Task item
Where does the word "paths" occur in the material? Copy each line that has it.
[[ Exercise inputs open ]]
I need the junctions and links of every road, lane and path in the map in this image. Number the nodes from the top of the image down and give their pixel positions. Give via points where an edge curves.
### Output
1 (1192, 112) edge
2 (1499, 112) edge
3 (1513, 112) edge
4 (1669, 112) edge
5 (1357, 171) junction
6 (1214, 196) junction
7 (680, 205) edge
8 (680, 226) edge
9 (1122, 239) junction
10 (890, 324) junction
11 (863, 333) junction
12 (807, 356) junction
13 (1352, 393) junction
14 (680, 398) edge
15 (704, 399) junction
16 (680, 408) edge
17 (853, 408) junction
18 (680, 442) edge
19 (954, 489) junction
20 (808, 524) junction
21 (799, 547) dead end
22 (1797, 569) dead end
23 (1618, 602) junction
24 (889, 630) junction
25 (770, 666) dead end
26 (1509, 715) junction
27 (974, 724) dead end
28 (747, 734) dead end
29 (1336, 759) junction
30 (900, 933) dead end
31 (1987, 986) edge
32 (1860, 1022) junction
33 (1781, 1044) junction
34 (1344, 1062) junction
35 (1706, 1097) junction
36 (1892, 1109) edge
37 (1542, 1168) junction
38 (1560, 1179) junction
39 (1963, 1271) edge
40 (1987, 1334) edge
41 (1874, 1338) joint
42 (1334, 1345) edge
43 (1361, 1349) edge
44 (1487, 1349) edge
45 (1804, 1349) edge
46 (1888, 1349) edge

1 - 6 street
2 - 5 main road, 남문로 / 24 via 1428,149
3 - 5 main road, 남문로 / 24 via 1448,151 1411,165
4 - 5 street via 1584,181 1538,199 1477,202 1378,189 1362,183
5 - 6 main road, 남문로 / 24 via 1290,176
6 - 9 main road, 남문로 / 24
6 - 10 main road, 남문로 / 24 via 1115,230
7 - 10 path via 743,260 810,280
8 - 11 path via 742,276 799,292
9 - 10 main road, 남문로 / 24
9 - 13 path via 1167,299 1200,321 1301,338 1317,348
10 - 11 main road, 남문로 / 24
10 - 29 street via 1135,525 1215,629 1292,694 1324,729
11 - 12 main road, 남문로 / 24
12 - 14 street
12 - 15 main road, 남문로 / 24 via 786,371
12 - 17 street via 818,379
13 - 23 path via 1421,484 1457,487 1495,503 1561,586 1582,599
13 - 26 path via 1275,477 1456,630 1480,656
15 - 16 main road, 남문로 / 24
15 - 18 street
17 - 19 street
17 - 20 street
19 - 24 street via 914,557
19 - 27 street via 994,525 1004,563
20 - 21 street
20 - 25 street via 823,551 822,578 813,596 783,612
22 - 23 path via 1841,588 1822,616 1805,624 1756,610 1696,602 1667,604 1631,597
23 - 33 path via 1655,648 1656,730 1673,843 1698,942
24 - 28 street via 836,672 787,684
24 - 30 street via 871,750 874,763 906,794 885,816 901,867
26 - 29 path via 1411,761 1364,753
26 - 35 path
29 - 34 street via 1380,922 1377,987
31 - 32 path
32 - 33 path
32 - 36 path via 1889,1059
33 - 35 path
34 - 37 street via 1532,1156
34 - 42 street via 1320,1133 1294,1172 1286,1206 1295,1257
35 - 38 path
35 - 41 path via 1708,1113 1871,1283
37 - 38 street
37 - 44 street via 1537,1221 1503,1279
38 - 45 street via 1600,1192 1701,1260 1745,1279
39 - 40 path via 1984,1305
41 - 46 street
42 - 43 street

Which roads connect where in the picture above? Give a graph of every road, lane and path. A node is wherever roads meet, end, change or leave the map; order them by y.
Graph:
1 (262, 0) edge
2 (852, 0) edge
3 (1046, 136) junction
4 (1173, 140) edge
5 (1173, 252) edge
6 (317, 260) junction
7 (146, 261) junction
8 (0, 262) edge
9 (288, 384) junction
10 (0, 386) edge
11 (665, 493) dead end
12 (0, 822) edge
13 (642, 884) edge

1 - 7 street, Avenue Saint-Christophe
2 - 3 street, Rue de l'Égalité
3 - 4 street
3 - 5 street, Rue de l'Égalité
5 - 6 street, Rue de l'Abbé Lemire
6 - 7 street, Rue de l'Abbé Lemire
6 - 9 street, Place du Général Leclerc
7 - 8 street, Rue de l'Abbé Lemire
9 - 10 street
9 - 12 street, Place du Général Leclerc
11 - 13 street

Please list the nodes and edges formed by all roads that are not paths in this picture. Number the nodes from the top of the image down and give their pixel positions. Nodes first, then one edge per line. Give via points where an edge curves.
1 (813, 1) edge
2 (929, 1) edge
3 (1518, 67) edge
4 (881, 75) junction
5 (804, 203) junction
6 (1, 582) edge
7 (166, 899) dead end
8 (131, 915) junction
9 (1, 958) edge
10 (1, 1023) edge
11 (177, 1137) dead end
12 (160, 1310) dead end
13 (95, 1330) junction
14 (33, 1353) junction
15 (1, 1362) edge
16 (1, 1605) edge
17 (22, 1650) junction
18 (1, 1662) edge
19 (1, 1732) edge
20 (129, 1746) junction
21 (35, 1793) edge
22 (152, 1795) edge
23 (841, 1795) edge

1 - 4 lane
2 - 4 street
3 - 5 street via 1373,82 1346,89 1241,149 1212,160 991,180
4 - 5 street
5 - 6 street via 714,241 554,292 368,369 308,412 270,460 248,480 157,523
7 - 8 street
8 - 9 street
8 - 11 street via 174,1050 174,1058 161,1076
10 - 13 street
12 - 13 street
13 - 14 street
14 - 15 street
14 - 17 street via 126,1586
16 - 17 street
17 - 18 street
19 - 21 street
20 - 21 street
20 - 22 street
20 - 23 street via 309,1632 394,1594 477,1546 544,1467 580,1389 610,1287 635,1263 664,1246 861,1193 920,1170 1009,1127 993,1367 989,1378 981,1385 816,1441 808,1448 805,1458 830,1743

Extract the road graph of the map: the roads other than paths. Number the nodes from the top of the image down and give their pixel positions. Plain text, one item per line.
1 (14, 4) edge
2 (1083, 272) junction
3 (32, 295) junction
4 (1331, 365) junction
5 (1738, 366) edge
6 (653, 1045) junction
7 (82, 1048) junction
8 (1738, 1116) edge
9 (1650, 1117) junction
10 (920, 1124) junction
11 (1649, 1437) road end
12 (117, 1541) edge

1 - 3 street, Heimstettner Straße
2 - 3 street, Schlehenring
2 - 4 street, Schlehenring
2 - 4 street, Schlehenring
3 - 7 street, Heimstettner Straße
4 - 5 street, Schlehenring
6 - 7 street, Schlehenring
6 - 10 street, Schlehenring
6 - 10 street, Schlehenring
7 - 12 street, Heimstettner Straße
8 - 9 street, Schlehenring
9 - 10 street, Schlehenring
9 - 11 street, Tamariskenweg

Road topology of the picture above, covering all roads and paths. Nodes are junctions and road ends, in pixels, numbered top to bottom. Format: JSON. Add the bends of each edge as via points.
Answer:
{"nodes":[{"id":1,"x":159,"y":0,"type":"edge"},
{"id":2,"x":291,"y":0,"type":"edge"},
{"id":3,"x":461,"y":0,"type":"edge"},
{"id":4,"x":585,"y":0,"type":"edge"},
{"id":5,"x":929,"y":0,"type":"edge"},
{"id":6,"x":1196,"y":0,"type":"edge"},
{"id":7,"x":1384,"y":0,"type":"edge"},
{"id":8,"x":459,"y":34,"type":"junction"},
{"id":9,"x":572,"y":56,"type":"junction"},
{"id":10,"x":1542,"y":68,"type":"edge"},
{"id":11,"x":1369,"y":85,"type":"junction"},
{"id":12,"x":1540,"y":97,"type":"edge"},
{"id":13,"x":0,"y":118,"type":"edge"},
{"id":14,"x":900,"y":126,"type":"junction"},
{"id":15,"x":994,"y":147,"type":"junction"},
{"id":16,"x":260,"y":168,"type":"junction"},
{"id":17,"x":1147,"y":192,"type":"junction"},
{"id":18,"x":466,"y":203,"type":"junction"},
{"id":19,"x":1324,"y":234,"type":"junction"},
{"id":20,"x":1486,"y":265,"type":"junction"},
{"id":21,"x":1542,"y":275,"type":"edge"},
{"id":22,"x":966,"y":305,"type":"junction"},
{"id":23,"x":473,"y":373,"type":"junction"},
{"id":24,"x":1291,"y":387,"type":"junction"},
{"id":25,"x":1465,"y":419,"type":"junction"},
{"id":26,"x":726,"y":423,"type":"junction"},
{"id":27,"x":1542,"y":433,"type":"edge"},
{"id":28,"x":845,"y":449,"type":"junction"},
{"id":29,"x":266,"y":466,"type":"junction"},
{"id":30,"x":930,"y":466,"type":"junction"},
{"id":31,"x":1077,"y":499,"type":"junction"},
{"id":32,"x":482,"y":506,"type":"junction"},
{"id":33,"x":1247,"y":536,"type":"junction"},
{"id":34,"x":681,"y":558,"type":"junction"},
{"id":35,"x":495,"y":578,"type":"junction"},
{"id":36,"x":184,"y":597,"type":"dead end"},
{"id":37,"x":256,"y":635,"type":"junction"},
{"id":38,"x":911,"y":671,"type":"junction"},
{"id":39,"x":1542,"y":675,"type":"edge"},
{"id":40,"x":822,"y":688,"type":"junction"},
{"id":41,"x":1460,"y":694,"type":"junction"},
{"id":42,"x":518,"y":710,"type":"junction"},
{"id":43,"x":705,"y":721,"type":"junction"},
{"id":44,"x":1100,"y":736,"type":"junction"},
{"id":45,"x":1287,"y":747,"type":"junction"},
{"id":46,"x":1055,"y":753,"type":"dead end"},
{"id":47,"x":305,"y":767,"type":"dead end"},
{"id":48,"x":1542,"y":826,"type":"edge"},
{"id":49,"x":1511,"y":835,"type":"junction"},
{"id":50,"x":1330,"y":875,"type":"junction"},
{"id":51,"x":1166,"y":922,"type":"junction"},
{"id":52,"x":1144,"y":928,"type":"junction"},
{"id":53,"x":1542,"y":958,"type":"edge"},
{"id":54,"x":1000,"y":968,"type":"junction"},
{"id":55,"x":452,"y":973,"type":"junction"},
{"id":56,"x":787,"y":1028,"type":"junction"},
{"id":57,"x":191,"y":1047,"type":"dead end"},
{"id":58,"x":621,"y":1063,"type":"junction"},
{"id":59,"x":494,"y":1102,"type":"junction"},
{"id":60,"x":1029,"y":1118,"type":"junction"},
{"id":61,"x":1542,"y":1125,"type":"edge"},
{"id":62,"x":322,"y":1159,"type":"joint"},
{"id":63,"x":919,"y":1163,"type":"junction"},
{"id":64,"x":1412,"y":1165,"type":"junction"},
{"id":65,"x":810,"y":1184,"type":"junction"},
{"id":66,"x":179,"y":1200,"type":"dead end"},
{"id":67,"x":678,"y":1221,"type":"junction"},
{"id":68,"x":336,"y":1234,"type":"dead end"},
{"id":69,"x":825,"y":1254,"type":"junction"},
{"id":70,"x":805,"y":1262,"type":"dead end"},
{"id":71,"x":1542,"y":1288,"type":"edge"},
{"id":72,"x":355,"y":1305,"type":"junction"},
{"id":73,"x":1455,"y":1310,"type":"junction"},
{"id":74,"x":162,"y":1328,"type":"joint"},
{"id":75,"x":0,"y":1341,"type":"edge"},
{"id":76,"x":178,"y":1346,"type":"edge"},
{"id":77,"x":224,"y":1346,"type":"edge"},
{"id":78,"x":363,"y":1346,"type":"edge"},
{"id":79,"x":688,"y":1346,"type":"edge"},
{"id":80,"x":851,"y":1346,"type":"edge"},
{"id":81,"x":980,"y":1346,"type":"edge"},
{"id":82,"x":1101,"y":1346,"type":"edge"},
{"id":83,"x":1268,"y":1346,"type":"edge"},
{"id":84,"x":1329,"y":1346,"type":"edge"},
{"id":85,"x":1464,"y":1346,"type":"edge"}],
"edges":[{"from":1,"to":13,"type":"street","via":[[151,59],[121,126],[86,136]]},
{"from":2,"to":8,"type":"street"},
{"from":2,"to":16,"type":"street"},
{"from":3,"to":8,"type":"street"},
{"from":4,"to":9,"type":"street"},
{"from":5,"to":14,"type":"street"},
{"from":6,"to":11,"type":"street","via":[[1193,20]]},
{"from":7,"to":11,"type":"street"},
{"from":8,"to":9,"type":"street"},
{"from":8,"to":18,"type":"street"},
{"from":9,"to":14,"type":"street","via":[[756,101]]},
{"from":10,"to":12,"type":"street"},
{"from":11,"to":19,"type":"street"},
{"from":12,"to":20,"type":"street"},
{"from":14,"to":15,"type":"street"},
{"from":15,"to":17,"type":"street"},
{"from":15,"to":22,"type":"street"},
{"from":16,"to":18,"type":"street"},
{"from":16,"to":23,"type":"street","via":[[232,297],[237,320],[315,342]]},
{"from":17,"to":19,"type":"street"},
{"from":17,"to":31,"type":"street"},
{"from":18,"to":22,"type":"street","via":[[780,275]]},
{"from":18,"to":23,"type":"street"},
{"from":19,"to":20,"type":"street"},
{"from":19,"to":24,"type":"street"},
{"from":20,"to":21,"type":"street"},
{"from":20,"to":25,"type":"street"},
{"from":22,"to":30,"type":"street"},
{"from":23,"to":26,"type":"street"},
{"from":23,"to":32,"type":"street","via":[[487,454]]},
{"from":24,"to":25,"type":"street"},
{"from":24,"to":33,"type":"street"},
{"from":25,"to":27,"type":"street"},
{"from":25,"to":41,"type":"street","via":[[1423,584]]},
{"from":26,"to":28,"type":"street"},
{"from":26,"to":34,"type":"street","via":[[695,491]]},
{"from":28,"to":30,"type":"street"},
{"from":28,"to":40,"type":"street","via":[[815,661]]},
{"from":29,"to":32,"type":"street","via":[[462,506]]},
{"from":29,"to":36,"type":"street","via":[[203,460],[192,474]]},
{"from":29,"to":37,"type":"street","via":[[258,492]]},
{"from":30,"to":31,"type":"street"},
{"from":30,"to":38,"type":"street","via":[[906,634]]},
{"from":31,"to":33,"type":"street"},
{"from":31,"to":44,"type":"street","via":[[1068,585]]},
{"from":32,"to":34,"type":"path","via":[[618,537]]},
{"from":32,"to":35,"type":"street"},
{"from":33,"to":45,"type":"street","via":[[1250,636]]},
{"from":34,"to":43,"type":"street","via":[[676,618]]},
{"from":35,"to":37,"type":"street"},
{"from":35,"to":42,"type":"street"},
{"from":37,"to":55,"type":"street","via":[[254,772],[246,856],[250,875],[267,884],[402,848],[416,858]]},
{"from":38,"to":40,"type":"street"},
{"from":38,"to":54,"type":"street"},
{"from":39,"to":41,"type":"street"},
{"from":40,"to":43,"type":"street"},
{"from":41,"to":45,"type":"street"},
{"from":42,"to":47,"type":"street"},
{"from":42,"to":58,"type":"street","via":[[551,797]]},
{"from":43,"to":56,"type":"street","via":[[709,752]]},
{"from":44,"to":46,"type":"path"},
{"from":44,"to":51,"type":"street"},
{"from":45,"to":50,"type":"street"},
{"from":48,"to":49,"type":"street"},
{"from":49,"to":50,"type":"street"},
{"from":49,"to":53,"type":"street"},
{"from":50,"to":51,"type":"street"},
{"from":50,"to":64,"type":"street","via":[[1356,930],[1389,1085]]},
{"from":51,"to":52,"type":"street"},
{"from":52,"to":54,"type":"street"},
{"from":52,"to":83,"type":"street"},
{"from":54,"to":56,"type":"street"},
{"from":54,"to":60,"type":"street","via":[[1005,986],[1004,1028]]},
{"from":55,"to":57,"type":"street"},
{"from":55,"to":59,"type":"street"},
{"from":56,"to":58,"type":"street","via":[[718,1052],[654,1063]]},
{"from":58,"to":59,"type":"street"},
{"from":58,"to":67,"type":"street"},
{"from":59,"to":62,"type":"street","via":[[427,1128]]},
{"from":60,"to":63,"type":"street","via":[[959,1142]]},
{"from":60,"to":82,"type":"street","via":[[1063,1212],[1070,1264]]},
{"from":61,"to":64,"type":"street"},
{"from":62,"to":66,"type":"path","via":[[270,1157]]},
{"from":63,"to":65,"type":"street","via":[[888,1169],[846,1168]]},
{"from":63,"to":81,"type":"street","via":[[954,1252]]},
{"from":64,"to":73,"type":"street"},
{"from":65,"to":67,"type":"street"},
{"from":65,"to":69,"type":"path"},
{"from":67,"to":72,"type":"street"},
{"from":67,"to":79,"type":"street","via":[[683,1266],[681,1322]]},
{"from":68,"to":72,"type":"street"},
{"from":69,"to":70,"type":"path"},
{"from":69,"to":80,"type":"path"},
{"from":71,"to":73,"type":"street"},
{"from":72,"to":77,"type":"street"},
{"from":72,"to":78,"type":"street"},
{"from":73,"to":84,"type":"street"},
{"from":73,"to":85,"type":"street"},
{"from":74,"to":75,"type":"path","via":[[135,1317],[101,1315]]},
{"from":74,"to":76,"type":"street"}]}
[[ Exercise inputs closed ]]
Answer to this exercise
Please list the nodes and edges formed by all roads that are not paths in this picture. Number the nodes from the top of the image down and give their pixel positions. Nodes first, then one edge per line. Give via points where an edge curves.
Extract the road graph of the map: the roads other than paths. Number the nodes from the top of the image down and give their pixel positions. Plain text, one item per line.
Road topology of the picture above, covering all roads and paths. Nodes are junctions and road ends, in pixels, numbered top to bottom. Format: JSON. Add the bends of each edge as via points.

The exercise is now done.